Neural cognitive control moderates the association between insular risk processing and risk-taking behaviors via perceived stress in adolescents
Developmental Cognitive Neuroscience , Volume 30 p. 150- 158
Adolescence is a critical period for the initiation of risk-taking behaviors. We examined the longitudinal interplay between neural correlates of risk processing and cognitive control in predicting risk-taking behaviors via stress. The sample consisted of 167 adolescents (53% males) who were assessed twice (MAgeTime1 = 14.13, MAgeTime2 = 15.05). Neural risk processing was operationalized as blood-oxygen-level-dependent (BOLD) responses in the anterior insula during a lottery choice task and neural cognitive control as BOLD responses during an inhibitory control task.
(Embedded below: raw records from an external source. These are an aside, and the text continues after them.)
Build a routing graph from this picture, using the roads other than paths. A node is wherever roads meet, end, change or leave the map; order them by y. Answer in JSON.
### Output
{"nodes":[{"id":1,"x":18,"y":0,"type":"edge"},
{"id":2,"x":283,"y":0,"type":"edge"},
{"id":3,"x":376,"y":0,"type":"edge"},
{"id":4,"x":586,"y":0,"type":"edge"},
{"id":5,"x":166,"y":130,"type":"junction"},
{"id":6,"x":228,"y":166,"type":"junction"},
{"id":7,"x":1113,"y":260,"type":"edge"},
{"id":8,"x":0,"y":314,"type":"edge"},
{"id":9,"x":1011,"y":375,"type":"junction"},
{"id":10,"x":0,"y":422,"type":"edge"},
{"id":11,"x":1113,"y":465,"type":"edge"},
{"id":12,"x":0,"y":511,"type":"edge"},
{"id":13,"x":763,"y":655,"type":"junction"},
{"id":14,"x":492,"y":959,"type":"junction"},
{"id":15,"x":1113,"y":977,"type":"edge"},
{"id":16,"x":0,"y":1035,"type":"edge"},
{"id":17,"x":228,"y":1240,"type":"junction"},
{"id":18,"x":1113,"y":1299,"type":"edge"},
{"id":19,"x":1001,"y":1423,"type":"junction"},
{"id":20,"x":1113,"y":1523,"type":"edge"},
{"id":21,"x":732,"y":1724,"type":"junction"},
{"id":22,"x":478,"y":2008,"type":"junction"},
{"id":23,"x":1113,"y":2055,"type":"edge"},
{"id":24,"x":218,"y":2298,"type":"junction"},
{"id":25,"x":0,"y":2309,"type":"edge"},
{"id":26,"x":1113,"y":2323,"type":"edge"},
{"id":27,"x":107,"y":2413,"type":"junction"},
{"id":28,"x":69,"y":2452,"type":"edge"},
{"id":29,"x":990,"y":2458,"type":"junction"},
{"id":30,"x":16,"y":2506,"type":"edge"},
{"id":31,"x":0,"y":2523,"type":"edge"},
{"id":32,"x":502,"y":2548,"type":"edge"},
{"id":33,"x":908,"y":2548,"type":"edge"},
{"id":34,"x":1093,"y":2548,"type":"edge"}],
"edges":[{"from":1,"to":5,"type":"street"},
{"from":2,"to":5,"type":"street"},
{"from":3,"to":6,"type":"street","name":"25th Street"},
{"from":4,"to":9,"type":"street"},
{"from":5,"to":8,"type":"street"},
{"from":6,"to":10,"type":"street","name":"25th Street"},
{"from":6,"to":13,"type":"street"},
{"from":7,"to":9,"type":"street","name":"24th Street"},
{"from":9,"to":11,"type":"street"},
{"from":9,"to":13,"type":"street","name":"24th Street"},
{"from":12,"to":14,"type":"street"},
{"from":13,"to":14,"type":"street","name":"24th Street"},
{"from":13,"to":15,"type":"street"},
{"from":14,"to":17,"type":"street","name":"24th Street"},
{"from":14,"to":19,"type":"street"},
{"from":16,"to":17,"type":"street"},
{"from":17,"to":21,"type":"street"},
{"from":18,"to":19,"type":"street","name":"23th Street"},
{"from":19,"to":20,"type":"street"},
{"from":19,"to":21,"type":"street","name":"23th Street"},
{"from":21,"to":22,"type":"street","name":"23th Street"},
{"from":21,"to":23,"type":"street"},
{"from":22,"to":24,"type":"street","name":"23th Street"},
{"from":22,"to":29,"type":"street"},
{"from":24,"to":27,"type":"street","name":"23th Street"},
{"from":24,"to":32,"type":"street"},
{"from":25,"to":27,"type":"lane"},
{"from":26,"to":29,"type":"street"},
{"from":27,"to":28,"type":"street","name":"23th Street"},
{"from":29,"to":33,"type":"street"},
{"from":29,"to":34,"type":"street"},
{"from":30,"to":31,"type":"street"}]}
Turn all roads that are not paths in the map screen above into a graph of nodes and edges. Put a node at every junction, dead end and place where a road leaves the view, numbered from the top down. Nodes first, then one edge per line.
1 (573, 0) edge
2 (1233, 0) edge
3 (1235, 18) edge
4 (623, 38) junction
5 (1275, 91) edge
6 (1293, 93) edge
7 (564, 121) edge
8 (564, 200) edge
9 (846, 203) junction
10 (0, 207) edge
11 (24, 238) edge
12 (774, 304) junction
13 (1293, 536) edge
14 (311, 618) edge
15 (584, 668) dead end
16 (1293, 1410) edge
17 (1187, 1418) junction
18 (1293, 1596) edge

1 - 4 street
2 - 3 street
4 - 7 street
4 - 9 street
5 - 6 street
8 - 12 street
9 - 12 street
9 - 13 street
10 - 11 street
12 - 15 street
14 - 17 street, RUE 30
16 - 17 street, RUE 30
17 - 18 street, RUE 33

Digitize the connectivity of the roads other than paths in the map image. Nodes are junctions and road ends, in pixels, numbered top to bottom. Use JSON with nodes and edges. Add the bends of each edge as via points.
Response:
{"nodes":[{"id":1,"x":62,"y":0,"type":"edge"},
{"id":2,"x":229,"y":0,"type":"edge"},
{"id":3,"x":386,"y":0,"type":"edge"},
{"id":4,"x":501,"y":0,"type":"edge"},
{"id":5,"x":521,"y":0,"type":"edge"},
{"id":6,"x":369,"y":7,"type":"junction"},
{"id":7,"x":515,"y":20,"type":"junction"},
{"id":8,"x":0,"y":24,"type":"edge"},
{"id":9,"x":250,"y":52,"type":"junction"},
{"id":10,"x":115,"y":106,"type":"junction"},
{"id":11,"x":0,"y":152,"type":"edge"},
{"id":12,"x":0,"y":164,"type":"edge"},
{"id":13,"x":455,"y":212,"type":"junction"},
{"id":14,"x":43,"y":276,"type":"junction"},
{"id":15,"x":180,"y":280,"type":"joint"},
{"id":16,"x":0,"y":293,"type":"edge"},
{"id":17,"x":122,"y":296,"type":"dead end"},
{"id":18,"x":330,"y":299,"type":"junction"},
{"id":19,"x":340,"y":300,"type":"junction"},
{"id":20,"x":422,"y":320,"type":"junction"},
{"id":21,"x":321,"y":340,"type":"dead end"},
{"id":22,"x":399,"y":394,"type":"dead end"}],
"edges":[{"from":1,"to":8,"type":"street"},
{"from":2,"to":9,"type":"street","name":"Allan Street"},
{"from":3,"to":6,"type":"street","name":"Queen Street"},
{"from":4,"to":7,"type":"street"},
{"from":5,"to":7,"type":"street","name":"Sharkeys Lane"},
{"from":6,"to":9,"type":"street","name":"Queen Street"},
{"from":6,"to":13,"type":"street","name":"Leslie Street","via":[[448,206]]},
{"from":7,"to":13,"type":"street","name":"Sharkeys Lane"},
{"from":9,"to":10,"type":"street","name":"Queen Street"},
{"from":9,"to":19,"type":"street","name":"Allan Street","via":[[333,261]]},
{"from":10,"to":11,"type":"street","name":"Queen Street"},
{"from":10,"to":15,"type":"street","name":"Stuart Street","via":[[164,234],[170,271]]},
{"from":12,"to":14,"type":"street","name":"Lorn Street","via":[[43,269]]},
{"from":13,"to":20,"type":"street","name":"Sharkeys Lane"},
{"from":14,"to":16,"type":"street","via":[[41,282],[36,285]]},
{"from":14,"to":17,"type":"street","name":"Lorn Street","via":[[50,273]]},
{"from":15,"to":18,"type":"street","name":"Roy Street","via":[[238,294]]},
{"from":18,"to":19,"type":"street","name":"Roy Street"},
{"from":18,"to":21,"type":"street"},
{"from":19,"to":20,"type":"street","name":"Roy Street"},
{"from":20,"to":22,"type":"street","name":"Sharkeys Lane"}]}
Adolescents reported on perceived stress and risk-taking behaviors. Structural equation modeling analyses indicated that low insular risk processing predicted increases in perceived stress, while perceived stress did not predict changes in insular risk processing across one year. Moreover, significant moderation by neural cognitive control indicated that low insular risk processing predicted increases in risk-taking behaviors via increases in perceived stress among adolescents with poor neural cognitive control, but not among adolescents with good neural cognitive control. The results suggest that risk processing in the anterior insular cortex plays an important role in stress experience and risk-taking behaviors particularly for vulnerable adolescents with poor neural cognitive control.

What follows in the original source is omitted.